AIM OF THE TASK:
Please restate each entry word for word and leave the pictures out.

PROVIDED RECORDS:

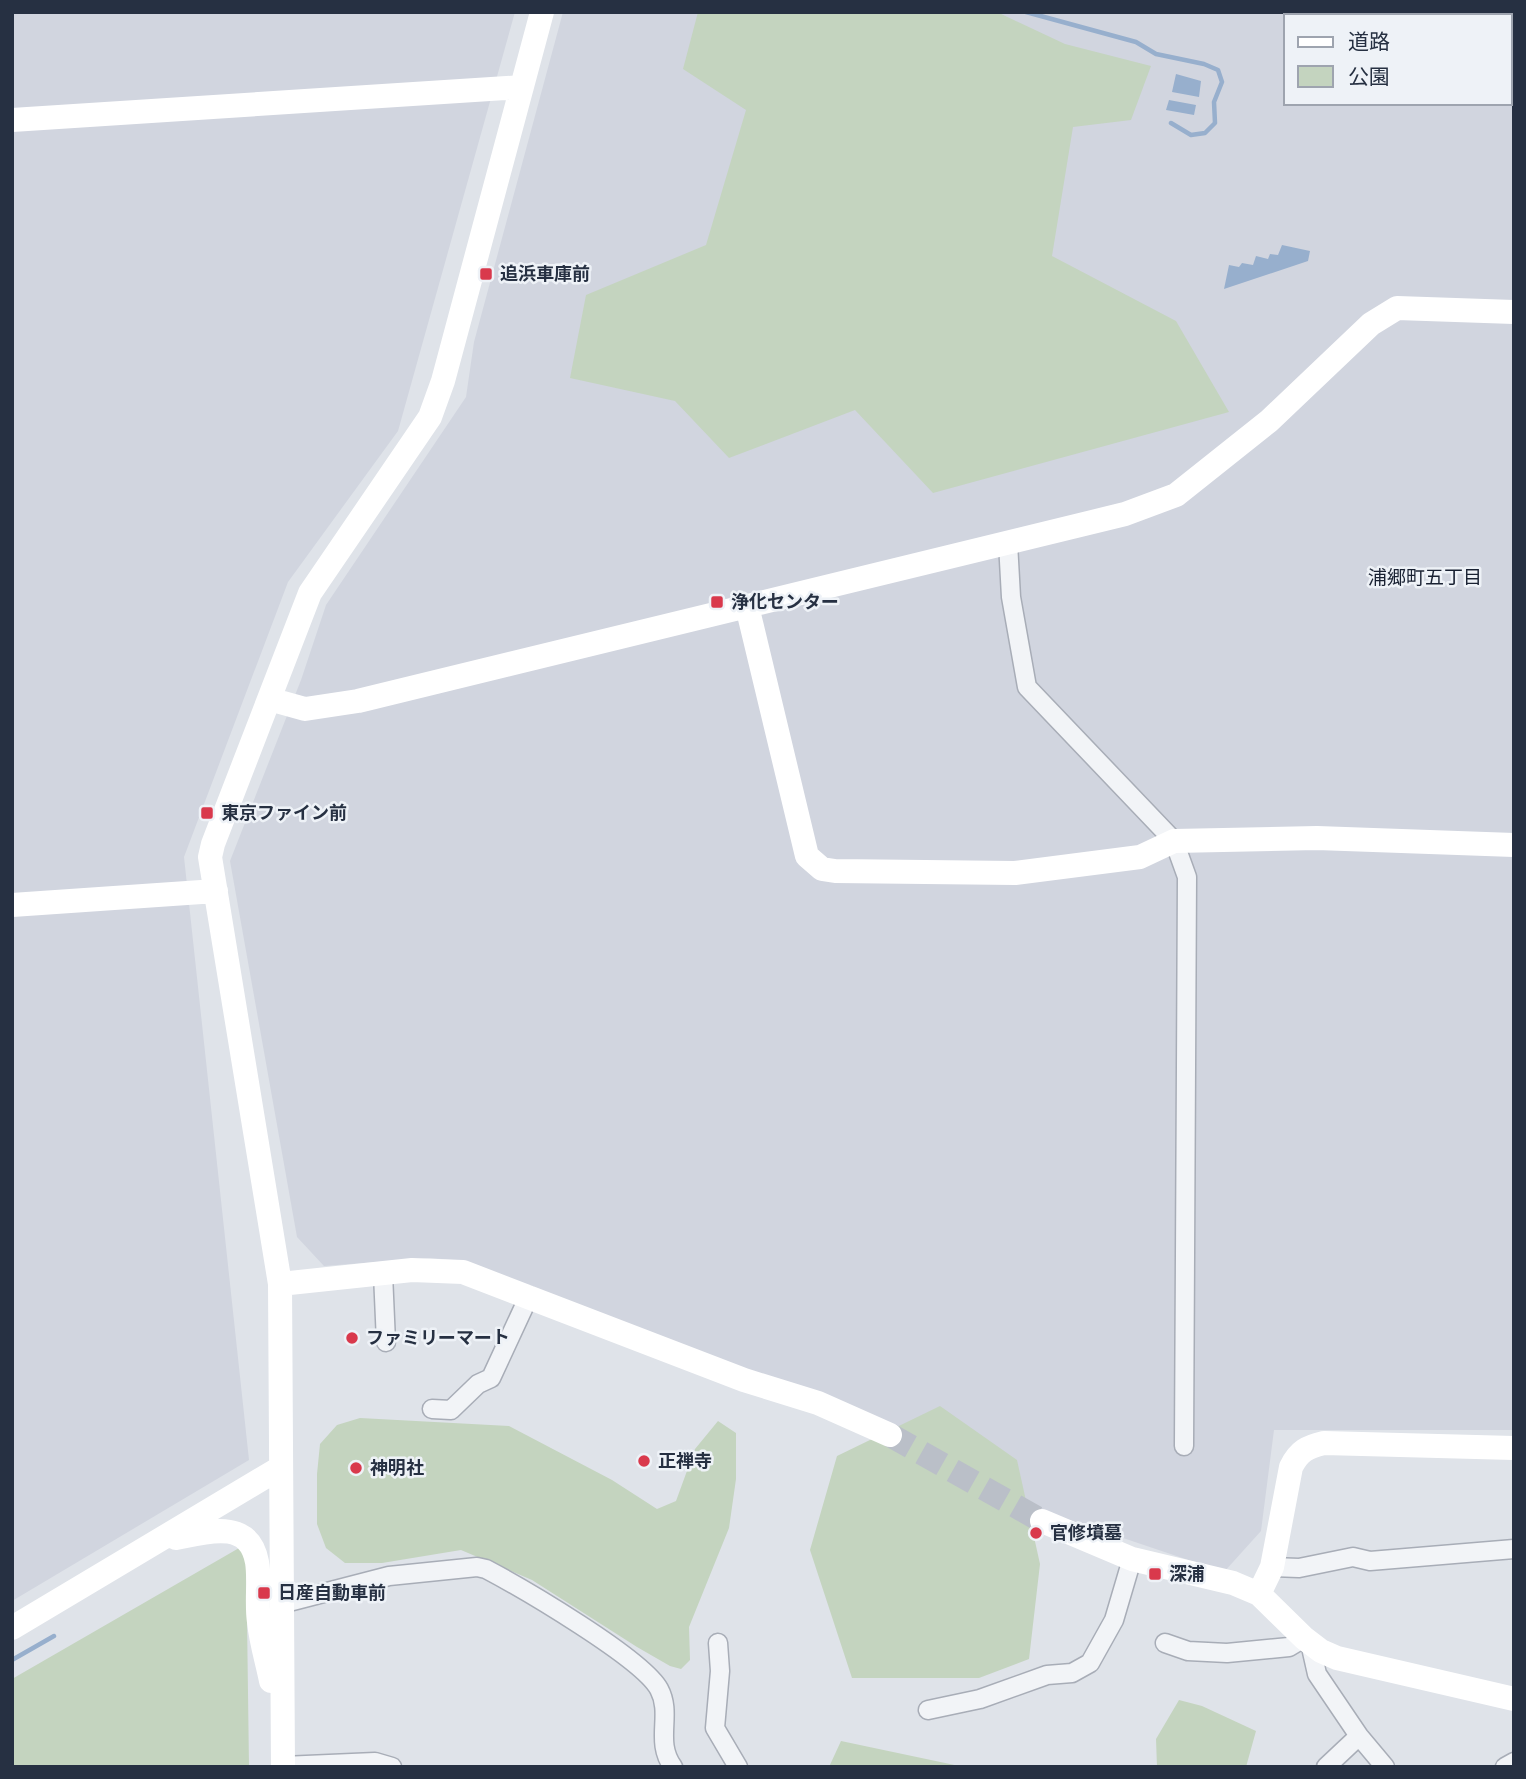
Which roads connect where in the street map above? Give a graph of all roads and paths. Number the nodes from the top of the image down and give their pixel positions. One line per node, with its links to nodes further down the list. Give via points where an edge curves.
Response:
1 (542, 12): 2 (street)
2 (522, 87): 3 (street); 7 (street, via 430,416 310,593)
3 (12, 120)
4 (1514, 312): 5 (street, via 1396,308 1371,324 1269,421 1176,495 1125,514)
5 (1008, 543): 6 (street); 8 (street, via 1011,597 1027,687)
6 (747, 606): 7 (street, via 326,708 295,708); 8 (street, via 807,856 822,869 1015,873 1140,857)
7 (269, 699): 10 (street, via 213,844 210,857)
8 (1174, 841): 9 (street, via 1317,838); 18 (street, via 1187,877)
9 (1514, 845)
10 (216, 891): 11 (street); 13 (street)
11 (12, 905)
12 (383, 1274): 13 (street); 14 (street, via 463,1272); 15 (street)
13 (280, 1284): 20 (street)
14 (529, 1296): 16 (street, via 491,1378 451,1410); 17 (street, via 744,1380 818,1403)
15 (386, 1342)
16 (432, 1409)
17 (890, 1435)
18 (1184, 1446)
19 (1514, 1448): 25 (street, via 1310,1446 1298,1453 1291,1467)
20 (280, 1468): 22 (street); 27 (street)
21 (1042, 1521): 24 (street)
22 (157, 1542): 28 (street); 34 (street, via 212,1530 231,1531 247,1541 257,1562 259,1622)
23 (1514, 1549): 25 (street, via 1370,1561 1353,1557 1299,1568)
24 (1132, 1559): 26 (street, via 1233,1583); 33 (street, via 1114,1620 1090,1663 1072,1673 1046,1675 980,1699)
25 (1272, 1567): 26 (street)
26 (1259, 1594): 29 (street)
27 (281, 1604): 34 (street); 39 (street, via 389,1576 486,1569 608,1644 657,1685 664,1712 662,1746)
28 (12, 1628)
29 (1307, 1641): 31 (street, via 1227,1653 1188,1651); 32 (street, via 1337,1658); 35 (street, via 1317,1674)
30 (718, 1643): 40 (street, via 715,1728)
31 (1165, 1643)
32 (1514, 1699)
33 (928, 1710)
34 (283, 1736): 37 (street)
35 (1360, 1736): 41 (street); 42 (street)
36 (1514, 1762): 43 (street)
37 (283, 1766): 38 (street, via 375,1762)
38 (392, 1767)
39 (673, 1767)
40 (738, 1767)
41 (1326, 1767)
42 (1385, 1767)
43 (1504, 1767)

TASK RESULT:
Which roads connect where in the street map above? Give a graph of all roads and paths. Number the nodes from the top of the image down and give their pixel positions. One line per node, with its links to nodes further down the list. Give via points where an edge curves.
Response:
1 (542, 12): 2 (street)
2 (522, 87): 3 (street); 7 (street, via 430,416 310,593)
3 (12, 120)
4 (1514, 312): 5 (street, via 1396,308 1371,324 1269,421 1176,495 1125,514)
5 (1008, 543): 6 (street); 8 (street, via 1011,597 1027,687)
6 (747, 606): 7 (street, via 326,708 295,708); 8 (street, via 807,856 822,869 1015,873 1140,857)
7 (269, 699): 10 (street, via 213,844 210,857)
8 (1174, 841): 9 (street, via 1317,838); 18 (street, via 1187,877)
9 (1514, 845)
10 (216, 891): 11 (street); 13 (street)
11 (12, 905)
12 (383, 1274): 13 (street); 14 (street, via 463,1272); 15 (street)
13 (280, 1284): 20 (street)
14 (529, 1296): 16 (street, via 491,1378 451,1410); 17 (street, via 744,1380 818,1403)
15 (386, 1342)
16 (432, 1409)
17 (890, 1435)
18 (1184, 1446)
19 (1514, 1448): 25 (street, via 1310,1446 1298,1453 1291,1467)
20 (280, 1468): 22 (street); 27 (street)
21 (1042, 1521): 24 (street)
22 (157, 1542): 28 (street); 34 (street, via 212,1530 231,1531 247,1541 257,1562 259,1622)
23 (1514, 1549): 25 (street, via 1370,1561 1353,1557 1299,1568)
24 (1132, 1559): 26 (street, via 1233,1583); 33 (street, via 1114,1620 1090,1663 1072,1673 1046,1675 980,1699)
25 (1272, 1567): 26 (street)
26 (1259, 1594): 29 (street)
27 (281, 1604): 34 (street); 39 (street, via 389,1576 486,1569 608,1644 657,1685 664,1712 662,1746)
28 (12, 1628)
29 (1307, 1641): 31 (street, via 1227,1653 1188,1651); 32 (street, via 1337,1658); 35 (street, via 1317,1674)
30 (718, 1643): 40 (street, via 715,1728)
31 (1165, 1643)
32 (1514, 1699)
33 (928, 1710)
34 (283, 1736): 37 (street)
35 (1360, 1736): 41 (street); 42 (street)
36 (1514, 1762): 43 (street)
37 (283, 1766): 38 (street, via 375,1762)
38 (392, 1767)
39 (673, 1767)
40 (738, 1767)
41 (1326, 1767)
42 (1385, 1767)
43 (1504, 1767)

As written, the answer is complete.